Richard Nadeau, Martial Foucault, Bruno Jérôme, Véronique Jérôme-Speziari, Villes de gauche, villes de droite. Trajectoires politiques des municipalités françaises de 1983 à 2014
Texte intégral
1Fruit de collaborations entre des économistes et des spécialistes de science politique de Montréal et de Paris, l’ouvrage s’intéresse aux élections municipales françaises entre 1983 et 2014 et entend proposer un modèle explicatif de ces résultats électoraux. Une logique d’exposition d’inspiration anglo-saxonne structure le plan de l’ouvrage, qui présente de manière didactique le modèle d’explication du vote des villes. L’ouvrage est de plus enrichi de 73 pages d’annexes qui offrent aux lecteurs et lectrices les clés de la construction empirique du modèle.
2Les auteur.e.s montrent que les résultats des élections municipales françaises dépendent de facteurs politiques, sociodémographiques et économiques nationaux et locaux. L’ouvrage se nourrit empiriquement d’une base de données qui compile les informations électorales des 236 villes françaises de plus de 30 000 habitants, pour les six scrutins qui se sont tenus entre 1983 et 2014. La modélisation des résultats, quant à elle, s’appuie sur un ensemble de 165 variables permettant d’expliquer les résultats en fonction d’éléments aussi divers que la popularité du président de la République, le cumul de mandats des candidats, la gestion budgétaire des communes, le niveau des impôts ou encore la structure sociale de la population. Les trente années que couvre l’observation sont particulièrement riches sur le plan politique. L’installation de la gauche dans la majorité des grandes villes, le déclin des mairies communistes ou centristes, la multiplication des listes et l’augmentation de la compétition politique locale marquent ces décennies et font de cette séquence un terrain propice à une étude électorale d’envergure.

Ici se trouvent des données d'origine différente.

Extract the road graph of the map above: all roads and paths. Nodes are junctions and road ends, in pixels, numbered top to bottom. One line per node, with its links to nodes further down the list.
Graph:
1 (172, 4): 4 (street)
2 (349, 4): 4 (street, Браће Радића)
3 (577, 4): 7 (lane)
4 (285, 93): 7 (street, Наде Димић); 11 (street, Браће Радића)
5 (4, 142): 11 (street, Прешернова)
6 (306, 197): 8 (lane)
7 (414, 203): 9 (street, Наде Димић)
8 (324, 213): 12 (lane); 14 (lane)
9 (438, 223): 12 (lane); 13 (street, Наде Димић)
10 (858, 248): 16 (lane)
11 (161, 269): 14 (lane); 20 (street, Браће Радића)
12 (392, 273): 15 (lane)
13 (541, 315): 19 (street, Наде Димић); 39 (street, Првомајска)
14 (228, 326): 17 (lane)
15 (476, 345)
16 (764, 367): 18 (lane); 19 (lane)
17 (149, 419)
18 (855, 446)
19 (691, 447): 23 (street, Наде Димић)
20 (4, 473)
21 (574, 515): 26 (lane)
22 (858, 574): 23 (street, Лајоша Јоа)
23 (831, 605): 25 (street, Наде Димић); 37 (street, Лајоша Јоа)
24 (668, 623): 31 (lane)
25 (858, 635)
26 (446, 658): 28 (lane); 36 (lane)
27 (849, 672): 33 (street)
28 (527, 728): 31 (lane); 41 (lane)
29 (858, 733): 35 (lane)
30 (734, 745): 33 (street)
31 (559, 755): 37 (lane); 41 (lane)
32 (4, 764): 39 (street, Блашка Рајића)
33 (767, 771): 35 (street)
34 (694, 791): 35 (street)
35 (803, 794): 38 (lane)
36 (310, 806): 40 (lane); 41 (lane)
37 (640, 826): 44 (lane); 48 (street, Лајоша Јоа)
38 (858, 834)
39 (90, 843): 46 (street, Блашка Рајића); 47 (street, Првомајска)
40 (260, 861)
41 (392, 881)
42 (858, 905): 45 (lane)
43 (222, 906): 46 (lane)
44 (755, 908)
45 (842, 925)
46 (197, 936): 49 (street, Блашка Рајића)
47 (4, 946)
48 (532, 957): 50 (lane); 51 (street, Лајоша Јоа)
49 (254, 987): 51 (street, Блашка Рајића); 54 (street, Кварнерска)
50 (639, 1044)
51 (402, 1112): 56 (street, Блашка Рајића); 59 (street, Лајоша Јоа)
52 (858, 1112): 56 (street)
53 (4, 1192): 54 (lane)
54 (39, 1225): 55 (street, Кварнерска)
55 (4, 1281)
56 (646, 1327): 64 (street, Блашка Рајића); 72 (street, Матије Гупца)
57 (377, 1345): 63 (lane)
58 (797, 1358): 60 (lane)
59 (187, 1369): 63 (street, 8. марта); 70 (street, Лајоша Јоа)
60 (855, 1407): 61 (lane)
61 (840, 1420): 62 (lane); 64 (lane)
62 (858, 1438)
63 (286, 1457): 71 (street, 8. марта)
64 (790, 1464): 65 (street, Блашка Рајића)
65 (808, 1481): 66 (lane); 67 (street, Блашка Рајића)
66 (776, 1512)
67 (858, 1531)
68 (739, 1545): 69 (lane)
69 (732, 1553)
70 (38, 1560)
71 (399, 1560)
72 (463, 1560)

- 1 Ce modèle considère que les élections locales ont une importance secondaire par rapport aux électio (...)
3Le premier chapitre, consacré à une revue de la littérature sur les élections municipales, s’interroge sur le modèle de second order election1, qui ne caractérise pas véritablement ces élections locales en France, dans la mesure où la participation relativement importante indique un intérêt certain des électeurs et des électrices pour ces scrutins. Les auteur.e.s présentent les différentes contributions de la géographie électorale, de la sociologie politique, mais font surtout la part belle aux modèles issus de l’économie politique qui expliquent l’action publique par les cycles électoraux et interprètent mathématiquement les résultats aux élections en fonction des politiques publiques menées. La présentation délaisse quelque peu les recherches sur le métier de l’élu et la figure du maire, ou celles sur les recompositions sociologiques des espaces résidentiels urbains et périurbains.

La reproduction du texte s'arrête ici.